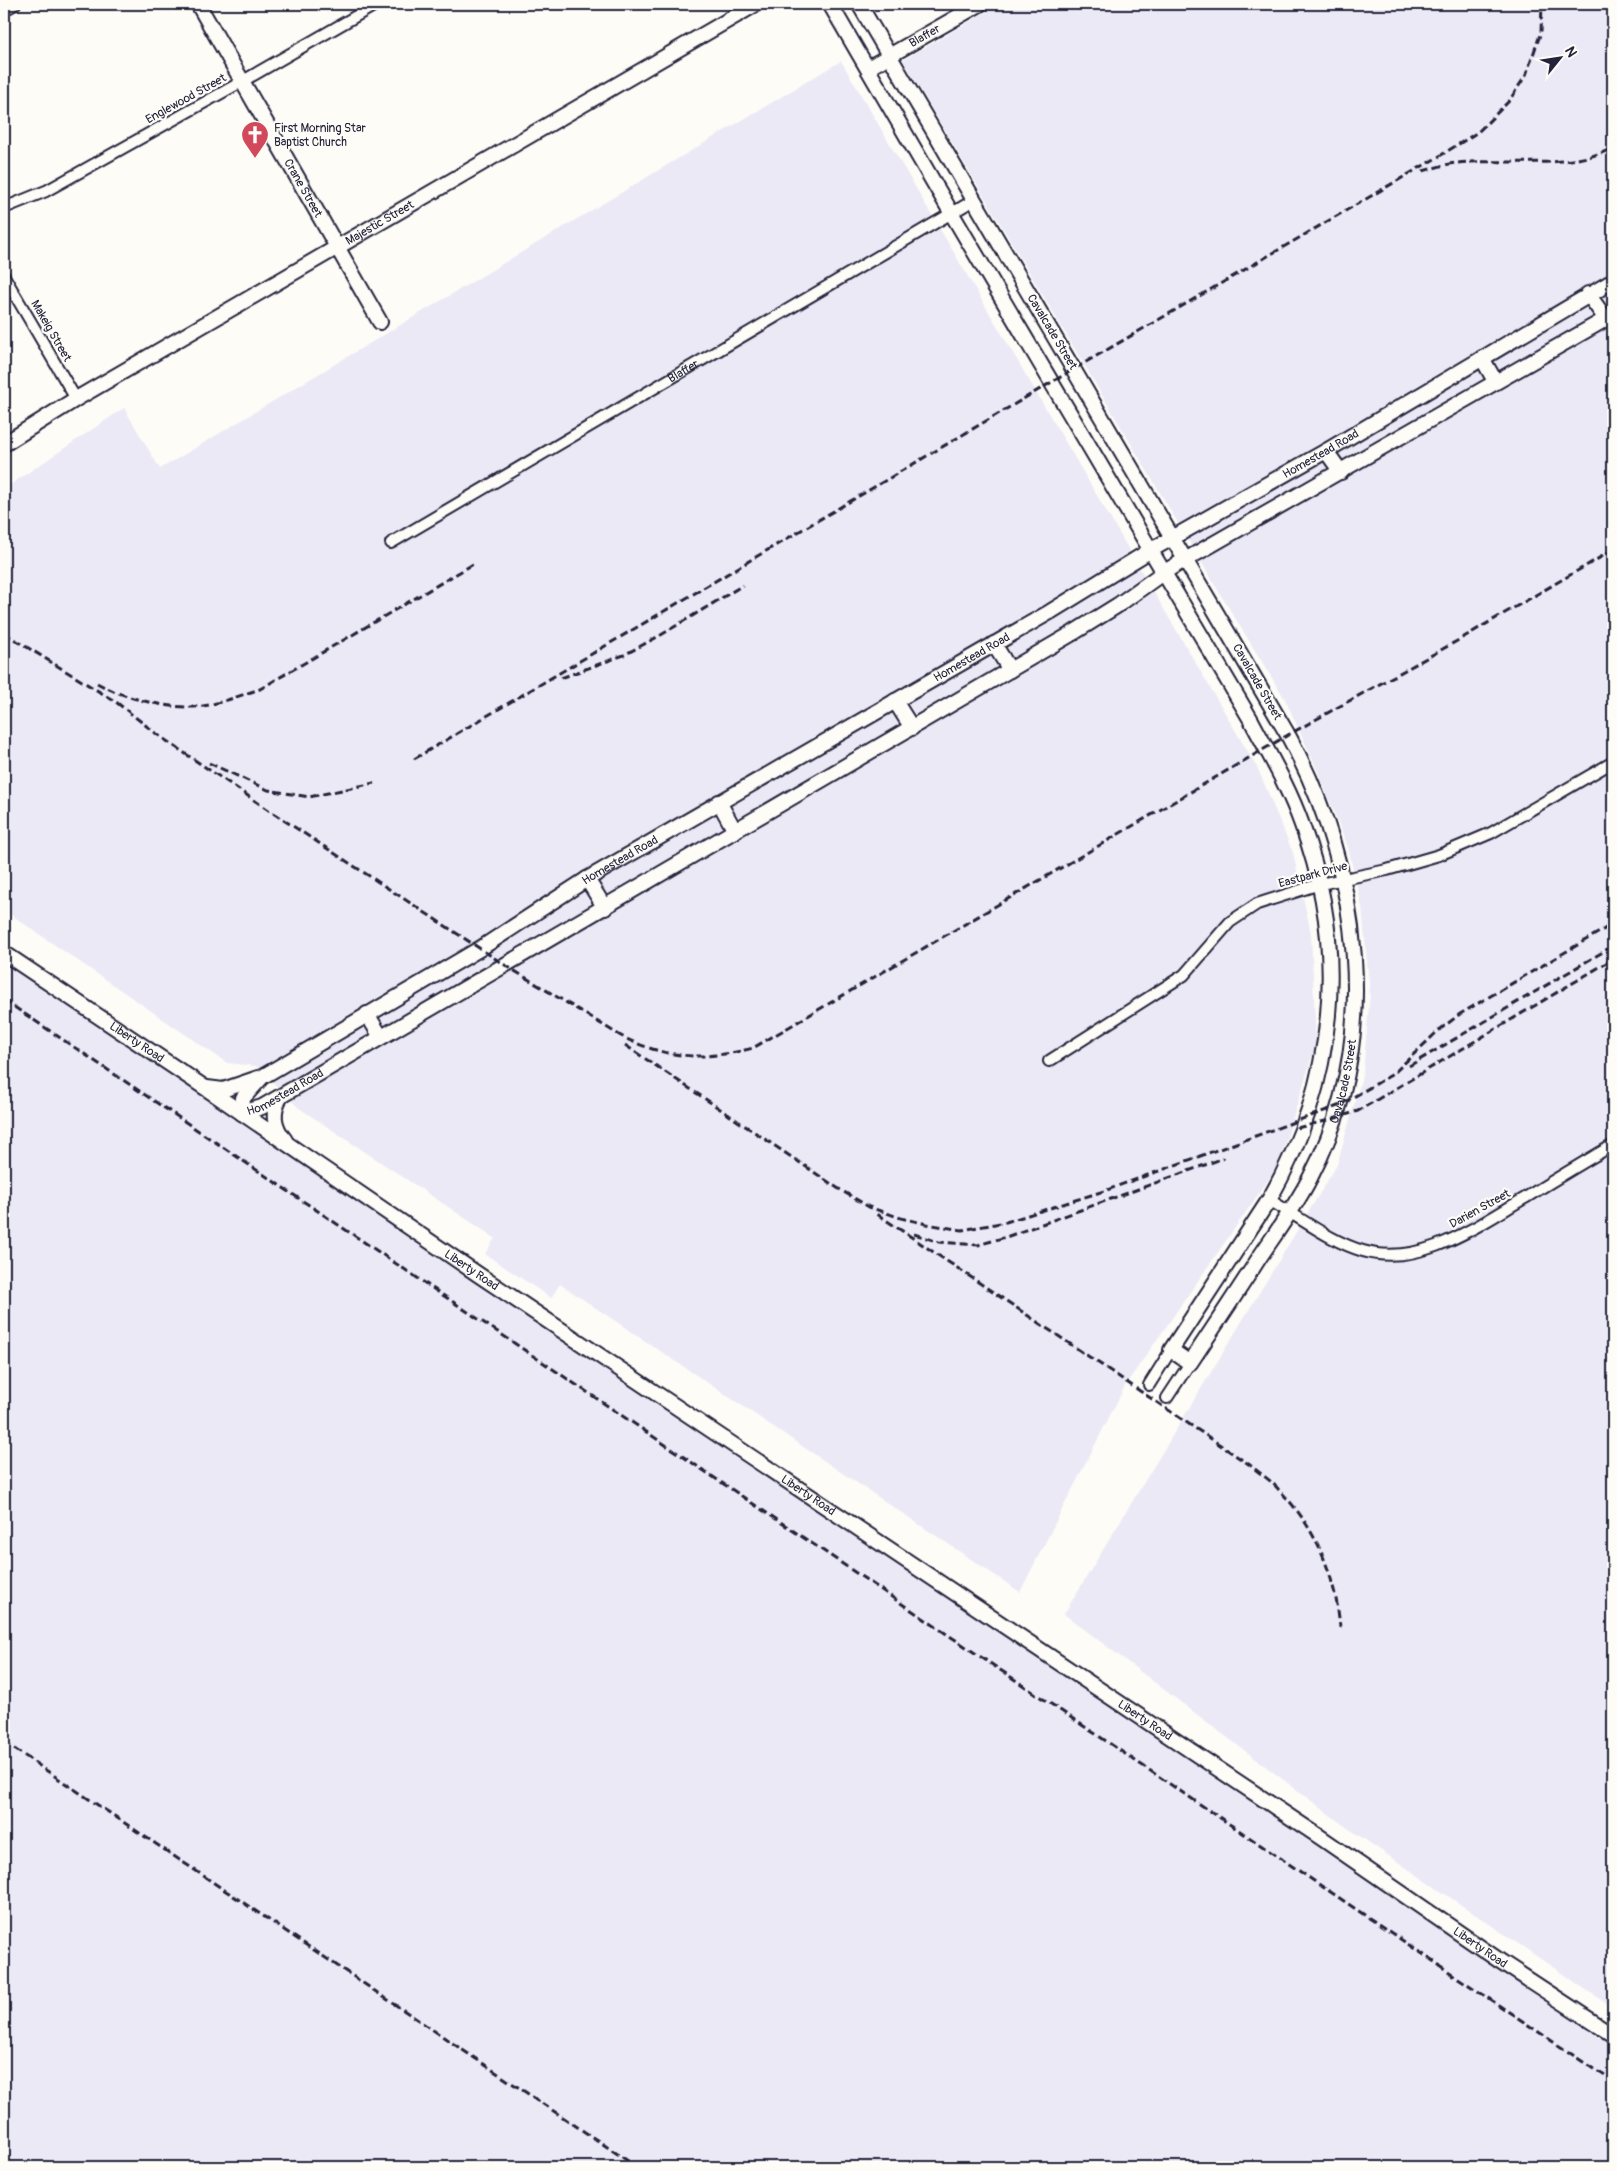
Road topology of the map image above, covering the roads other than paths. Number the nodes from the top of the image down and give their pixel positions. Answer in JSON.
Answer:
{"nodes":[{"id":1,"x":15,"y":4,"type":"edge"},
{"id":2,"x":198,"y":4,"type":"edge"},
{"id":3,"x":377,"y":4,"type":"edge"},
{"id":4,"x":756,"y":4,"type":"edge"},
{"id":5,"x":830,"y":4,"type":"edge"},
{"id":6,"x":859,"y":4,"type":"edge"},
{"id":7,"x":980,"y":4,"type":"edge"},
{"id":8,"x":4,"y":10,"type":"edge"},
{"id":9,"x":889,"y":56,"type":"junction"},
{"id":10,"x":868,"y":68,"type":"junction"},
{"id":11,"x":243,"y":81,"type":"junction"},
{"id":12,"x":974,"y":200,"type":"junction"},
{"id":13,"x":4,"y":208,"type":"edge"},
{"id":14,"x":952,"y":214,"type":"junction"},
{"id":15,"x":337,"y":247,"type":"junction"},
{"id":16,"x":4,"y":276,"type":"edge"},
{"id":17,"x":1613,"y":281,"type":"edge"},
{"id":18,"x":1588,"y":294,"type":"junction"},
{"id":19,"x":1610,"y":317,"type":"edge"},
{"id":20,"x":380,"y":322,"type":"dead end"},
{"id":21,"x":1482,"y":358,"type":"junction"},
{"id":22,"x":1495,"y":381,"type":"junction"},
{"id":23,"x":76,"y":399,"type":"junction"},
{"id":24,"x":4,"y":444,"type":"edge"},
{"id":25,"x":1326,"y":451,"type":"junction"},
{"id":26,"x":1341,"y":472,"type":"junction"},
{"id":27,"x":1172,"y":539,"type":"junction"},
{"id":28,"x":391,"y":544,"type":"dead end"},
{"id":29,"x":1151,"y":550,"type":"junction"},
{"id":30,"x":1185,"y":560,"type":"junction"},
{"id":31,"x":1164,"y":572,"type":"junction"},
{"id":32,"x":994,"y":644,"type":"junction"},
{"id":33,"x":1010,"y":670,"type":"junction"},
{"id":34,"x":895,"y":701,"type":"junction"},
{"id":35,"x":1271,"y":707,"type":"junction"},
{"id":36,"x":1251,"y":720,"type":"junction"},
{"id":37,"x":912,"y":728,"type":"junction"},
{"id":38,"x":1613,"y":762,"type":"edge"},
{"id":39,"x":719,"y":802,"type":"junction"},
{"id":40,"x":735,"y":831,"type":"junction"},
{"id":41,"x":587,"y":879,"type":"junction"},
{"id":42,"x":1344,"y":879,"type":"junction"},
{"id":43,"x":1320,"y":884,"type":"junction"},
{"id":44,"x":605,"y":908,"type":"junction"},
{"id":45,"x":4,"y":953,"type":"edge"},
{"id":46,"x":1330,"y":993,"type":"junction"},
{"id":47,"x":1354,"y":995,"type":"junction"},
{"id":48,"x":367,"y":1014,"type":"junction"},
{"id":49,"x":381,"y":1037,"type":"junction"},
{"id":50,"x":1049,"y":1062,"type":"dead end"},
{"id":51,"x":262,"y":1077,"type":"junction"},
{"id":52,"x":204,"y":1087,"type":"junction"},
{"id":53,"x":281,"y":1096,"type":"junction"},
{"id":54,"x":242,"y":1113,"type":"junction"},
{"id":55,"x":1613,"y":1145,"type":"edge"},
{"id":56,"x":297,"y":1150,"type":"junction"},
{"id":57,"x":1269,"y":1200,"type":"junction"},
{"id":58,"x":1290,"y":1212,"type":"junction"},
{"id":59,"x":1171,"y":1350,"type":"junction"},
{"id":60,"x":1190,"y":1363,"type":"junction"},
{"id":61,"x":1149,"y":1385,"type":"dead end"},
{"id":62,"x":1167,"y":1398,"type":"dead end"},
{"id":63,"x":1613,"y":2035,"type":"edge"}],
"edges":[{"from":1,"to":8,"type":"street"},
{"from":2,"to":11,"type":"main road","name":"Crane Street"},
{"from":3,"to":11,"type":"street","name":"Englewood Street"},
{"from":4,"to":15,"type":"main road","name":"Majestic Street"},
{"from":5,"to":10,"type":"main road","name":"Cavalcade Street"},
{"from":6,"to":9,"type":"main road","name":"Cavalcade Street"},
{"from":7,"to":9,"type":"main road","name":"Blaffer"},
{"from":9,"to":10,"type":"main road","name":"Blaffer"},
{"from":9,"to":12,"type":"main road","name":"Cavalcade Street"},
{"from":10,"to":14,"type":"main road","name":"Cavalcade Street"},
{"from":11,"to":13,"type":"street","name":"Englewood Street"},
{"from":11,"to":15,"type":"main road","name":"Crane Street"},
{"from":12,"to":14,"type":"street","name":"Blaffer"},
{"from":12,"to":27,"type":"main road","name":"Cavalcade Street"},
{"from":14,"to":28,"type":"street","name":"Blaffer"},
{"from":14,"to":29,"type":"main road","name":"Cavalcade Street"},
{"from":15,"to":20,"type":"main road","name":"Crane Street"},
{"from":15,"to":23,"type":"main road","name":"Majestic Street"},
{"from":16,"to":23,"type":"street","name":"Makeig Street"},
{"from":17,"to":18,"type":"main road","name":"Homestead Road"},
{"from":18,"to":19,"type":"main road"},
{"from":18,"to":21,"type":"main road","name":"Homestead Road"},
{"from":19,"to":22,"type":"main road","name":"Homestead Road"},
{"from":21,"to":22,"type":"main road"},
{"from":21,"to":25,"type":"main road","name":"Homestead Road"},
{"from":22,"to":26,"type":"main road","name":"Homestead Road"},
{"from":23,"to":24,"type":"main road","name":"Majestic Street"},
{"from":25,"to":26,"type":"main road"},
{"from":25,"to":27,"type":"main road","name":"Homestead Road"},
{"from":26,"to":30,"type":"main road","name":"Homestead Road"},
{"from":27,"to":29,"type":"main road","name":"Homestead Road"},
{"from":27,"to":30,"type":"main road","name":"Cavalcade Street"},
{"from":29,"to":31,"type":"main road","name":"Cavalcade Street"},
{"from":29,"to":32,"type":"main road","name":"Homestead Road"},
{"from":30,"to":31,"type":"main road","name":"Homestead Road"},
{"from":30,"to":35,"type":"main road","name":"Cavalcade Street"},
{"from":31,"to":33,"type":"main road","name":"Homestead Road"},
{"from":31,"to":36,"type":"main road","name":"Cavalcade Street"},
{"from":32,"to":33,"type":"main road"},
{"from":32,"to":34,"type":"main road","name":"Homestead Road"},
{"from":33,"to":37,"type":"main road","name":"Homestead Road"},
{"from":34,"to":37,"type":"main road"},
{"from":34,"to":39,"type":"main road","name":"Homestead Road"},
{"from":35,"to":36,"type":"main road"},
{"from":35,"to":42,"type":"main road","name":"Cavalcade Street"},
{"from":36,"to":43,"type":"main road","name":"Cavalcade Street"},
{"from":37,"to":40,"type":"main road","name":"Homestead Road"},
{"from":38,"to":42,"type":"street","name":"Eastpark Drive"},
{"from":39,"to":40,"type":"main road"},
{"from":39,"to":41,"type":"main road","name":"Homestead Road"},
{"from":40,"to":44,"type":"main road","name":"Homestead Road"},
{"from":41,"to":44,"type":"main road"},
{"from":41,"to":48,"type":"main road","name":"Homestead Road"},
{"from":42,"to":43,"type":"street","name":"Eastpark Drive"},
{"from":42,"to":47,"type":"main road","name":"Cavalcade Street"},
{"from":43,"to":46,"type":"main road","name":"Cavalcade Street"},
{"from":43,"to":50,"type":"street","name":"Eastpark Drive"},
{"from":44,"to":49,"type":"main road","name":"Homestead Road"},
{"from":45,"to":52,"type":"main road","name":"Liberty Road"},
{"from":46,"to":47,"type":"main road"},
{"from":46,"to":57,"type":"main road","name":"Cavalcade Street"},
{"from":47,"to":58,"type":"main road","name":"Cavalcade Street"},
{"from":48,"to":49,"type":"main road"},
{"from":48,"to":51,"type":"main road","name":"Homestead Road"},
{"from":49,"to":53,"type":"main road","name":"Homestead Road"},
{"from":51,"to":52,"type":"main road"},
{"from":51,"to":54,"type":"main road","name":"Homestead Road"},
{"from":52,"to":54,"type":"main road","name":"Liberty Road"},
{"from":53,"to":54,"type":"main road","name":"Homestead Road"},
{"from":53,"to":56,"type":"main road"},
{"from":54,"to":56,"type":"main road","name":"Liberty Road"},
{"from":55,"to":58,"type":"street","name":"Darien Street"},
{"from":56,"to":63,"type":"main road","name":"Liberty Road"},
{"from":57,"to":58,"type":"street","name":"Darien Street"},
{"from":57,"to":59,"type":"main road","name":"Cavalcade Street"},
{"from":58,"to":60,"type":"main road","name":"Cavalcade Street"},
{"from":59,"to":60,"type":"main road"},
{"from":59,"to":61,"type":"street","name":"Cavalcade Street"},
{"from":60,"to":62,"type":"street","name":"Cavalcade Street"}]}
________________
◆ **PROBLEM DESCRIPTION**
Wherever the string "Liberty" appears in the listing above, show the whole line.

◆ **EXPECTED ANSWER**
{"from":45,"to":52,"type":"main road","name":"Liberty Road"},
{"from":52,"to":54,"type":"main road","name":"Liberty Road"},
{"from":54,"to":56,"type":"main road","name":"Liberty Road"},
{"from":56,"to":63,"type":"main road","name":"Liberty Road"},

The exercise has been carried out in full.